**ASSIGNMENT**
What you return must be the data below, word for word, without any images.

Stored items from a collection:
┌──

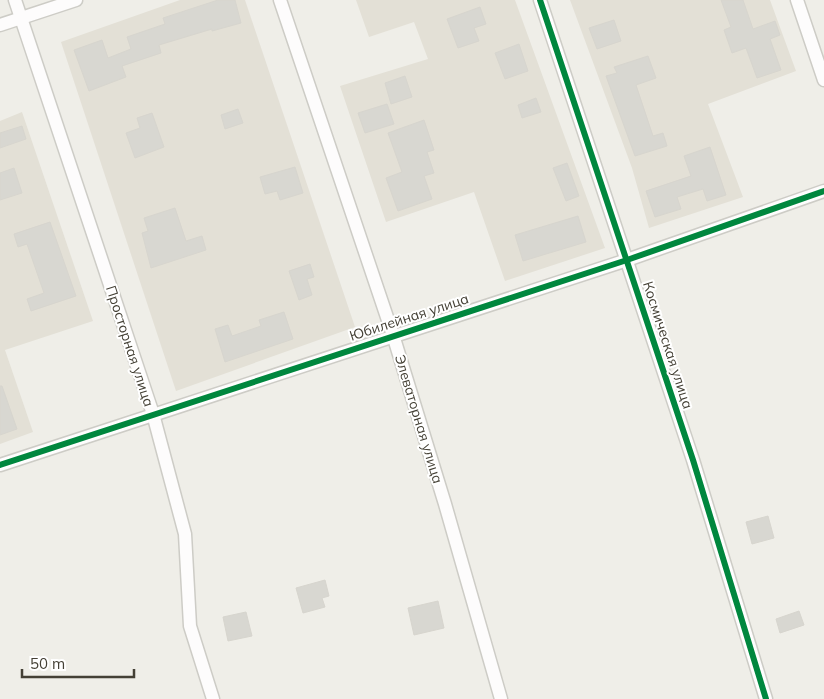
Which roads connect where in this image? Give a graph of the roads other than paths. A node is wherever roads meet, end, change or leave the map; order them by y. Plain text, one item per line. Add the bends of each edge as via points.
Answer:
1 (15, 0) edge
2 (76, 0) edge
3 (280, 0) edge
4 (540, 0) edge
5 (797, 0) edge
6 (21, 18) junction
7 (0, 25) edge
8 (824, 80) edge
9 (824, 191) edge
10 (627, 260) junction
11 (393, 335) junction
12 (153, 414) junction
13 (0, 465) edge
14 (213, 699) edge
15 (501, 699) edge
16 (766, 699) edge

1 - 6 street, Просторная улица
2 - 6 street
3 - 11 street, Элеваторная улица
4 - 10 street, Космическая улица
5 - 8 street
6 - 7 street
6 - 12 street, Просторная улица
9 - 10 street, Юбилейная улица
10 - 11 street, Юбилейная улица
10 - 16 street, Космическая улица via 693,460
11 - 12 street, Юбилейная улица
11 - 15 street, Элеваторная улица
12 - 13 street, Юбилейная улица
12 - 14 street, Просторная улица via 185,534 190,626

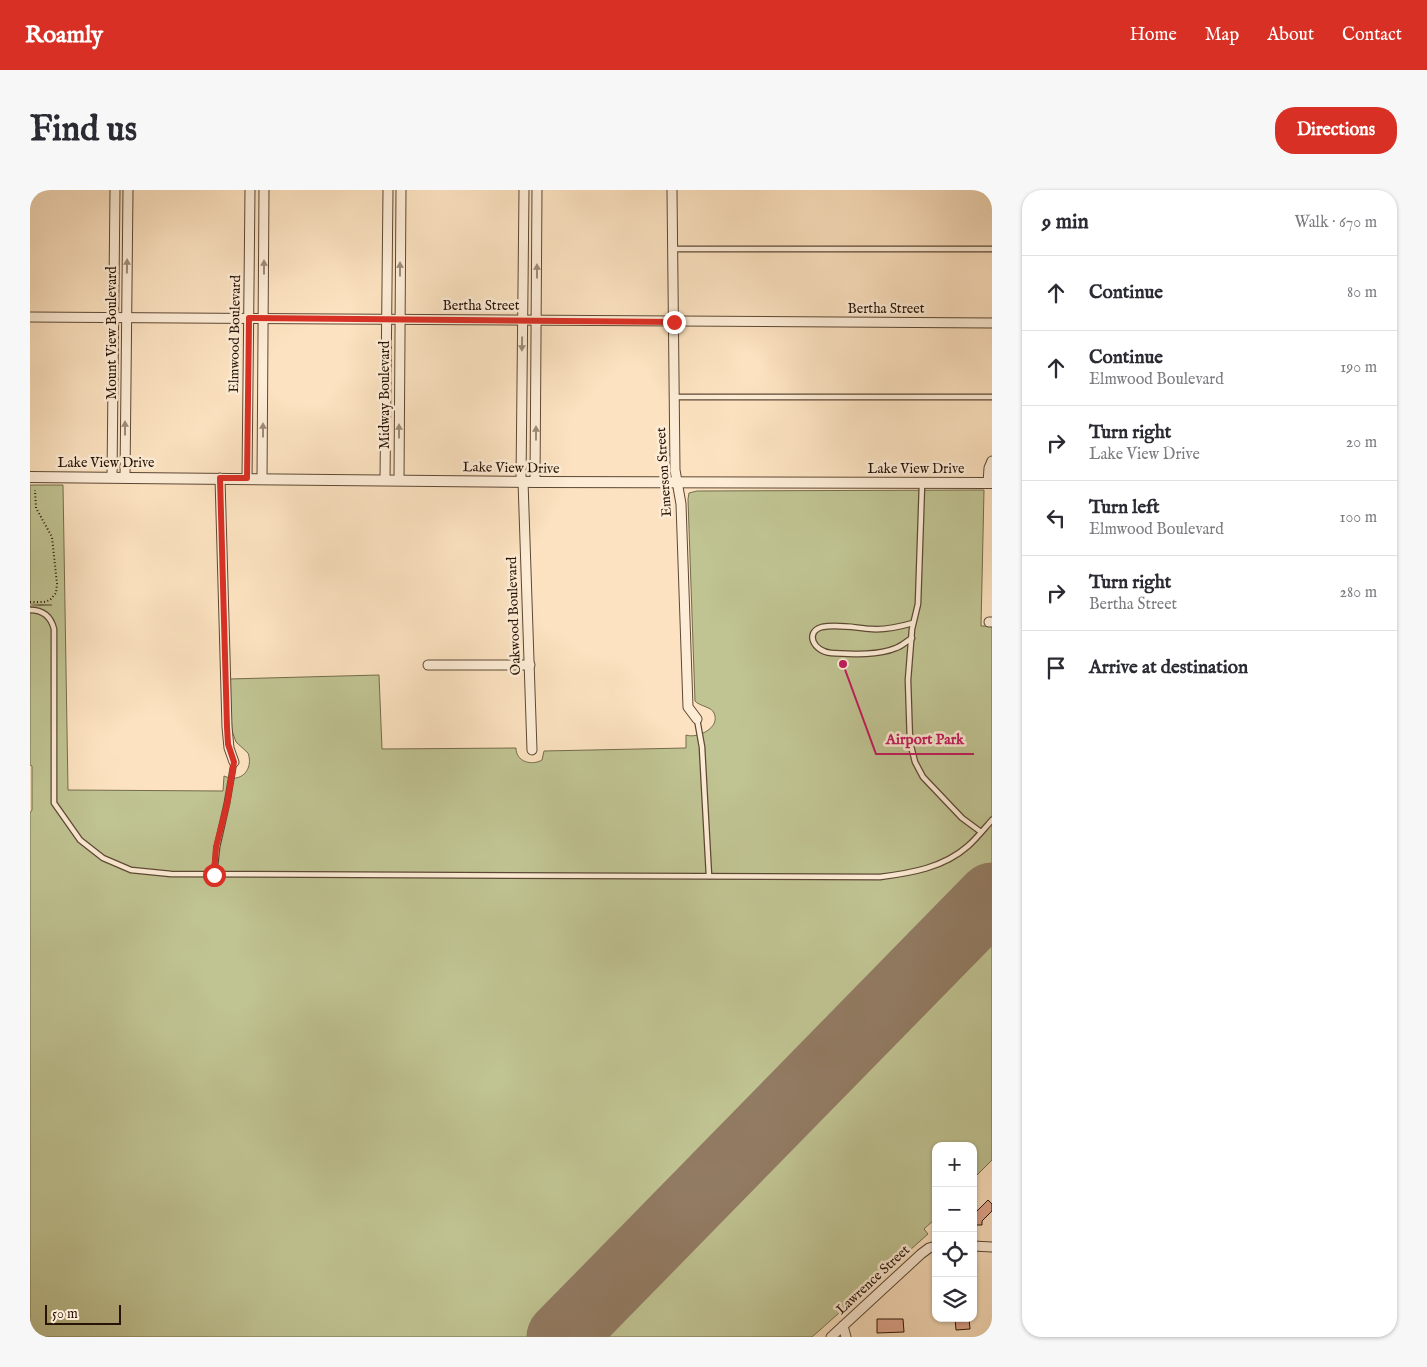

└──

**OUTPUT FOR THIS TASK**
Which roads connect where in this image? Give a graph of the roads other than paths. A node is wherever roads meet, end, change or leave the map; order them by y. Plain text, one item per line. Add the bends of each edge as via points.
Answer:
1 (15, 0) edge
2 (76, 0) edge
3 (280, 0) edge
4 (540, 0) edge
5 (797, 0) edge
6 (21, 18) junction
7 (0, 25) edge
8 (824, 80) edge
9 (824, 191) edge
10 (627, 260) junction
11 (393, 335) junction
12 (153, 414) junction
13 (0, 465) edge
14 (213, 699) edge
15 (501, 699) edge
16 (766, 699) edge

1 - 6 street, Просторная улица
2 - 6 street
3 - 11 street, Элеваторная улица
4 - 10 street, Космическая улица
5 - 8 street
6 - 7 street
6 - 12 street, Просторная улица
9 - 10 street, Юбилейная улица
10 - 11 street, Юбилейная улица
10 - 16 street, Космическая улица via 693,460
11 - 12 street, Юбилейная улица
11 - 15 street, Элеваторная улица
12 - 13 street, Юбилейная улица
12 - 14 street, Просторная улица via 185,534 190,626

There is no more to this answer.